Libraries useful for the disclosed screening methods can be produced in a variety of manners including, but not limited to, spatially arrayed multipin peptide synthesis (Geysen, et al., Proc. Natl. Acad. Sa., 81(13):3998-4002, 1984), “tea bag” peptide synthesis (Houghten, Proc. Natl. Acad. Sa., 82(15):5131-5135, 1985), phage display (Scott and Smith, Science, 249:386-390, 1990), spot or disc synthesis (Dittrich et al., Bworg. Med. Chem. Lett., 8(17):2351-2356, 1998), or split and mix solid phase synthesis on beads (Furka et al., Int. J. Pept. Protein Res., 37(6):487-493, 1991; Lam et al., Chem. Rev., 97 (2):411-448, 1997).

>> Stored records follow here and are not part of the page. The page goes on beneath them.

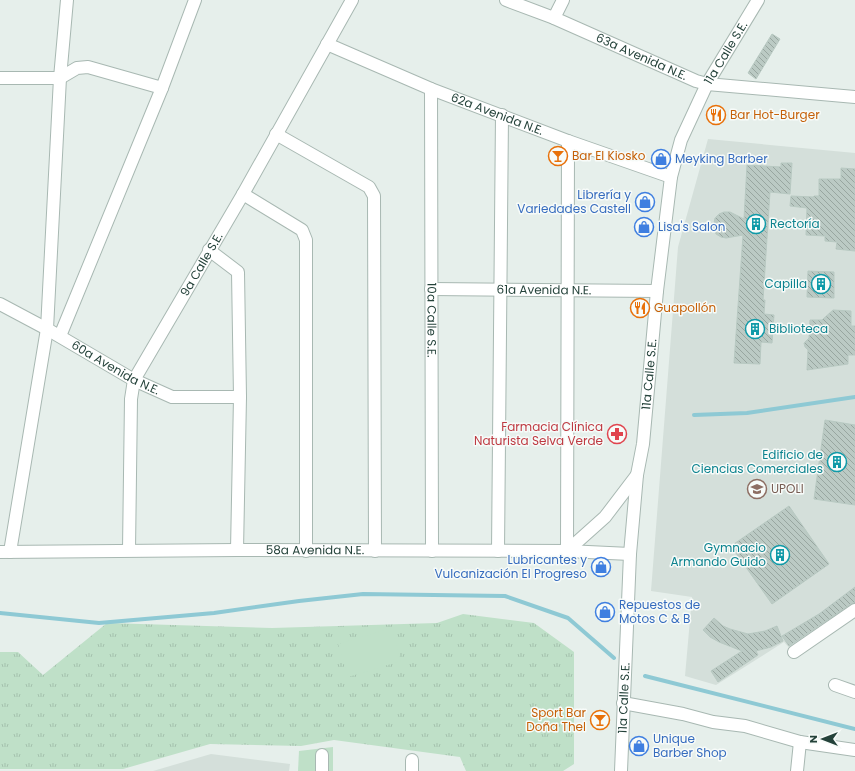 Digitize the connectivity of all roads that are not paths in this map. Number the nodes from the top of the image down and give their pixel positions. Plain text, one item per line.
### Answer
1 (67, 0) edge
2 (195, 0) edge
3 (352, 0) edge
4 (506, 0) edge
5 (563, 0) edge
6 (758, 0) edge
7 (554, 18) junction
8 (327, 44) junction
9 (0, 78) edge
10 (60, 78) junction
11 (707, 84) junction
12 (162, 88) junction
13 (431, 89) junction
14 (855, 97) edge
15 (502, 115) junction
16 (276, 134) junction
17 (568, 141) junction
18 (670, 177) junction
19 (243, 194) junction
20 (209, 250) junction
21 (430, 289) junction
22 (568, 289) junction
23 (500, 290) junction
24 (657, 291) junction
25 (0, 304) edge
26 (47, 329) junction
27 (60, 336) junction
28 (134, 380) junction
29 (240, 397) junction
30 (638, 475) junction
31 (129, 550) junction
32 (237, 550) junction
33 (306, 551) junction
34 (375, 551) junction
35 (432, 551) junction
36 (498, 551) junction
37 (566, 551) junction
38 (5, 552) edge
39 (630, 554) junction
40 (852, 616) edge
41 (794, 652) dead end
42 (835, 685) dead end
43 (855, 692) edge
44 (624, 703) junction
45 (800, 742) junction
46 (855, 750) edge
47 (322, 755) dead end
48 (322, 771) edge
49 (621, 771) edge
50 (797, 771) edge

1 - 10 street
2 - 12 street
3 - 8 street, 9a Calle S.E.
4 - 7 street, 63a Avenida N.E.
5 - 7 street
6 - 11 street, 11a Calle S.E.
7 - 11 street, 63a Avenida N.E.
8 - 13 street, 62a Avenida N.E.
8 - 16 street, 9a Calle S.E.
9 - 10 street
10 - 12 street
10 - 26 street
11 - 14 street, 63a Avenida N.E.
11 - 18 street, 11a Calle S.E.
12 - 27 street
13 - 15 street, 62a Avenida N.E.
13 - 21 street, 10a Calle S.E.
15 - 17 street, 62a Avenida N.E.
15 - 23 street
16 - 19 street, 9a Calle S.E.
16 - 34 street
17 - 18 street, 62a Avenida N.E.
17 - 22 street
18 - 24 street, 11a Calle S.E.
19 - 20 street, 9a Calle S.E.
19 - 33 street
20 - 28 street, 9a Calle S.E.
20 - 29 street
21 - 23 street, 61a Avenida N.E.
21 - 35 street, 10a Calle S.E.
22 - 23 street, 61a Avenida N.E.
22 - 24 street, 61a Avenida N.E.
22 - 37 street
23 - 36 street
24 - 30 street, 11a Calle S.E.
25 - 26 street, 60a Avenida N.E.
26 - 27 street, 60a Avenida N.E.
26 - 38 street
27 - 28 street, 60a Avenida N.E.
28 - 29 street, 60a Avenida N.E.
28 - 31 street, 9a Calle S.E.
29 - 32 street
30 - 37 street
30 - 39 street, 11a Calle S.E.
31 - 32 street, 58a Avenida N.E.
31 - 38 street, 58a Avenida N.E.
32 - 33 street, 58a Avenida N.E.
33 - 34 street, 58a Avenida N.E.
34 - 35 street, 58a Avenida N.E.
35 - 36 street, 58a Avenida N.E.
36 - 37 street, 58a Avenida N.E.
37 - 39 street, 58a Avenida N.E.
39 - 44 street, 11a Calle S.E.
40 - 41 street
42 - 43 street
44 - 45 street
44 - 49 street, 11a Calle S.E.
45 - 46 street
45 - 50 street
47 - 48 street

Devices for the preparation of combinatorial libraries are also commercially available (see, e.g., 357 MPS, 390 MPS, Advanced Chem Tech, Louisville Ky., Symphony, Rainin, Woburn, Mass., 433A Applied Biosystems, Foster City, Calif., 9050 Plus, Millipore, Bedford, Mass.). In addition, numerous combinatorial libraries are themselves commercially available (see, for example, ComGenex, Princeton, N.J., Asinex, Moscow, Ru, Tripos, Inc., St. Louis, Mo., ChemStar, Ltd, Moscow, RU, 3D Pharmaceuticals, Exton, Pa., Martek Biosciences, Columbia, Md., etc.).

Libraries can include a varying number of compositions (members), such as up to about 100 members, such as up to about 1,000 members, such as up to about 5,000 members, such as up to about 10,000 members, such as up to about 100,000 members, such as up to about 500,000 members, or even more than 500,000 members. In one example, the methods can involve providing a combinatorial chemical or peptide library containing a large number of potential therapeutic compounds. Such combinatorial libraries are then screened by the methods disclosed herein to identify those library members (particularly chemical species or subclasses) that display a desired characteristic activity.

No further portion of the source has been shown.